_INSTRUCTIONS FOR THE TASK_
Only a single number is expected: how many lines of the data hold the word "Answer".

[[ SUPPLIED DATA, beginning ]]

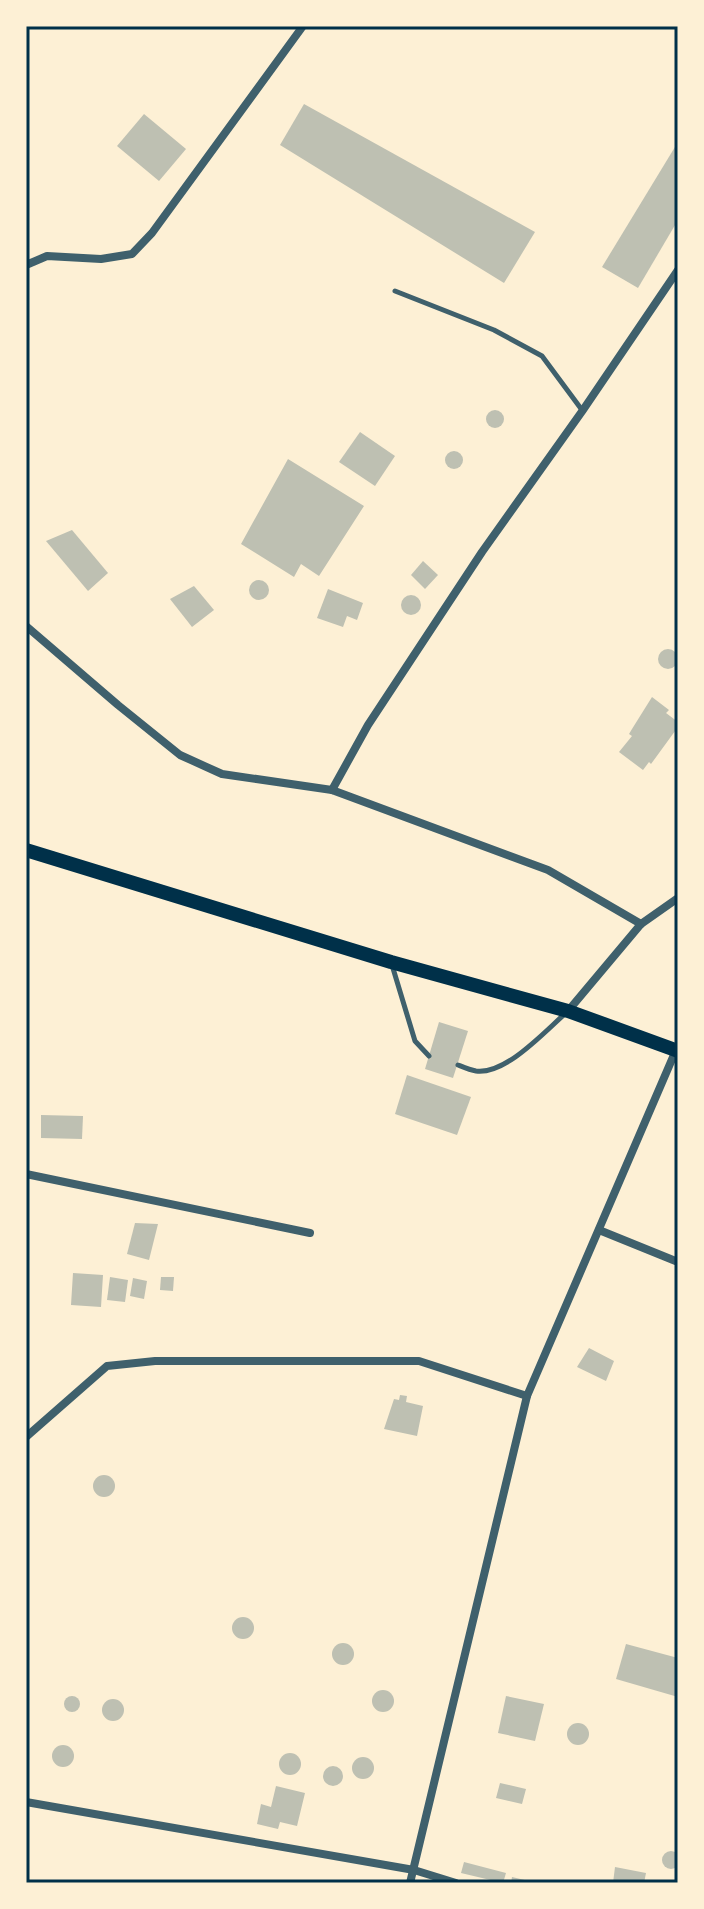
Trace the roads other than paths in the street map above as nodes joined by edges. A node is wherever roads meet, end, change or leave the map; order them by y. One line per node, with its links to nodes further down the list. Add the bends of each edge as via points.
1 (303, 26): 2 (street, via 132,254 101,259 47,256)
2 (26, 265)
3 (678, 270): 5 (street)
4 (395, 291): 5 (lane, via 494,330 542,356)
5 (583, 410): 7 (street, via 473,565 368,725)
6 (26, 626): 7 (street, via 180,755 222,774)
7 (332, 790): 10 (street, via 548,870)
8 (26, 850): 11 (main road)
9 (678, 898): 10 (street)
10 (641, 924): 12 (street)
11 (391, 962): 12 (main road); 14 (lane, via 415,1041)
12 (568, 1011): 13 (main road); 15 (lane, via 499,1068 478,1071)
13 (677, 1051): 17 (street)
14 (429, 1056)
15 (458, 1065)
16 (26, 1174): 18 (street)
17 (599, 1230): 19 (street); 20 (street)
18 (310, 1233)
19 (678, 1262)
20 (527, 1396): 21 (street, via 419,1361 155,1361 107,1366); 23 (street)
21 (26, 1437)
22 (26, 1802): 23 (street)
23 (414, 1870): 24 (street); 25 (street)
24 (410, 1883)
25 (456, 1883)

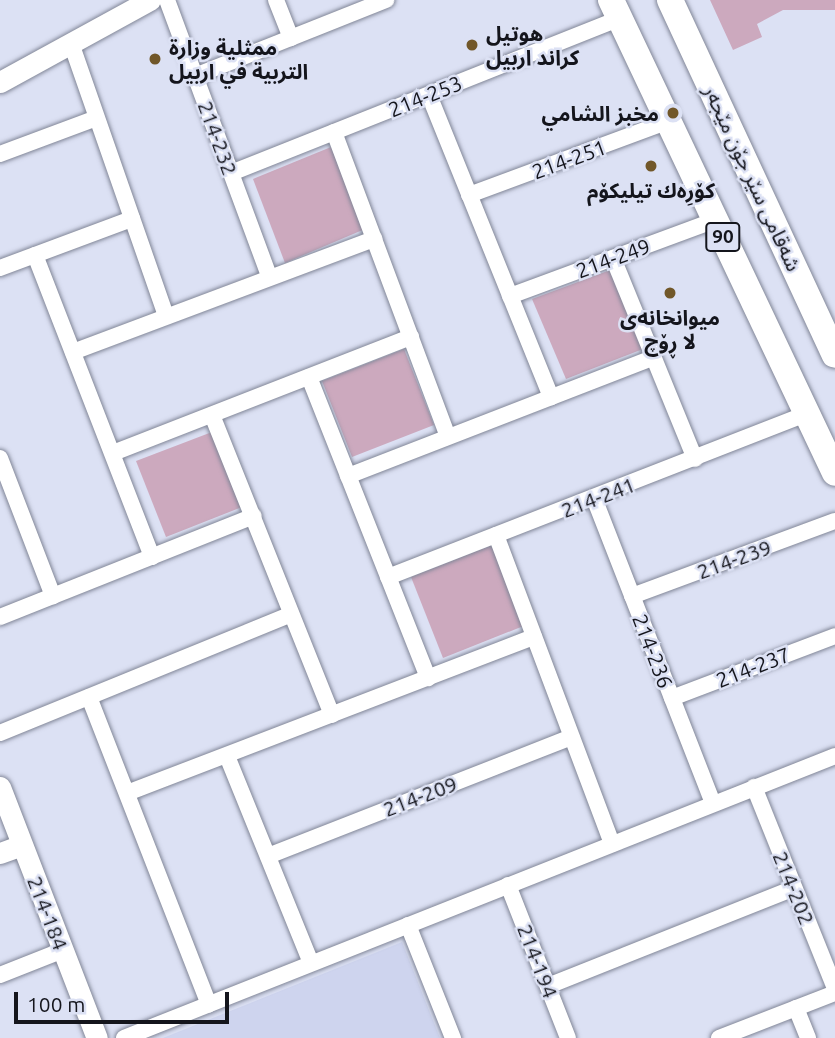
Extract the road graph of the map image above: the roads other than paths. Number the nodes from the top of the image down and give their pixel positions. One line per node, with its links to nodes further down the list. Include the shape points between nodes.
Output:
1 (150, 0): 8 (street)
2 (167, 0): 9 (street, 214-232)
3 (276, 0): 7 (street)
4 (386, 0): 7 (street)
5 (670, 0): 29 (highway, شەقامی سێر جۆن مێجەر / 90)
6 (615, 9): 11 (street, 214-253); 13 (highway, 90)
7 (291, 38): 9 (street)
8 (71, 43): 10 (street); 12 (street)
9 (195, 76): 16 (street, 214-232)
10 (0, 82)
11 (429, 95): 14 (street, 214-253); 17 (street)
12 (97, 118): 15 (street); 18 (street)
13 (668, 121): 17 (street, 214-251); 19 (highway, 90)
14 (334, 132): 16 (street, 214-253); 20 (street)
15 (0, 154)
16 (231, 173): 24 (street, 214-232)
17 (469, 195): 25 (street)
18 (132, 219): 21 (street); 26 (street)
19 (715, 220): 22 (street, 214-249); 33 (highway, 90)
20 (374, 239): 24 (street); 27 (street)
21 (35, 255): 23 (street); 28 (street)
22 (613, 258): 25 (street, 214-249); 30 (street)
23 (0, 268)
24 (269, 276): 26 (street)
25 (510, 296): 32 (street)
26 (166, 316): 28 (street)
27 (411, 337): 31 (street); 35 (street)
28 (73, 352): 36 (street)
29 (835, 355)
30 (653, 358): 32 (street); 38 (street)
31 (309, 377): 34 (street); 40 (street)
32 (551, 397): 35 (street)
33 (806, 414): 38 (street, 214-241); 39 (highway, 90)
34 (212, 415): 36 (street); 42 (street)
35 (447, 435): 40 (street)
36 (113, 453): 45 (street)
37 (0, 458): 47 (street)
38 (695, 459): 41 (street, 214-241)
39 (835, 473)
40 (348, 476): 46 (street)
41 (594, 498): 44 (street, 214-241); 48 (street, 214-236)
42 (254, 516): 45 (street); 49 (street)
43 (835, 521): 48 (street, 214-239)
44 (496, 535): 46 (street, 214-241); 52 (street)
45 (152, 557): 47 (street)
46 (388, 577): 53 (street)
47 (53, 596): 50 (street)
48 (632, 596): 55 (street, 214-236)
49 (291, 614): 54 (street); 56 (street)
50 (0, 617)
51 (835, 636): 55 (street, 214-237)
52 (534, 637): 53 (street); 58 (street)
53 (428, 678): 56 (street)
54 (89, 696): 57 (street); 63 (street)
55 (672, 698): 64 (street, 214-236)
56 (332, 715): 59 (street)
57 (0, 733)
58 (572, 737): 65 (street); 68 (street, 214-209)
59 (227, 756): 63 (street); 68 (street)
60 (835, 756): 61 (street)
61 (754, 787): 64 (street); 70 (street, 214-202)
62 (0, 788): 66 (street, 214-184)
63 (127, 793): 77 (street)
64 (713, 804): 65 (street)
65 (612, 844): 69 (street)
66 (22, 845): 67 (street); 72 (street, 214-184)
67 (0, 853)
68 (268, 856): 73 (street)
69 (509, 885): 71 (street); 75 (street, 214-194)
70 (794, 888): 75 (street); 76 (street, 214-202)
71 (408, 925): 73 (street); 81 (street)
72 (63, 950): 74 (street); 79 (street, 214-184)
73 (311, 964): 77 (street)
74 (0, 975)
75 (548, 986): 82 (street, 214-194)
76 (835, 990): 78 (street)
77 (209, 1004): 80 (street)
78 (796, 1008): 83 (street); 84 (street)
79 (97, 1038)
80 (124, 1038)
81 (453, 1038)
82 (568, 1038)
83 (719, 1038)
84 (807, 1038)

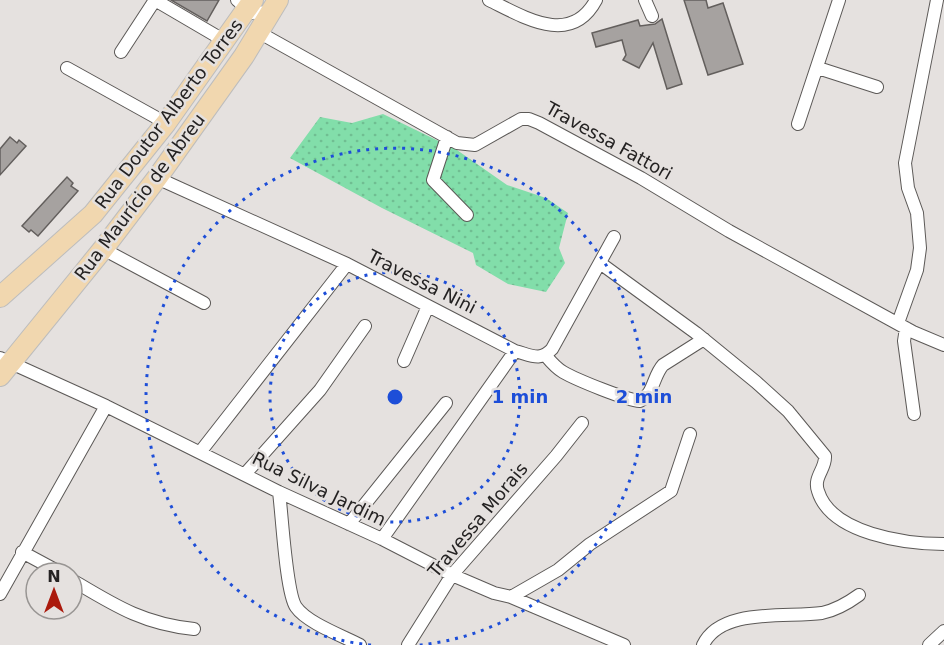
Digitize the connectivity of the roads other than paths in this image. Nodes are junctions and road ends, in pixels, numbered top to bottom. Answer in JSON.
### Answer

[[ SUPPLIED DATA, end ]]

_SOLUTION TO THIS PROBLEM_
2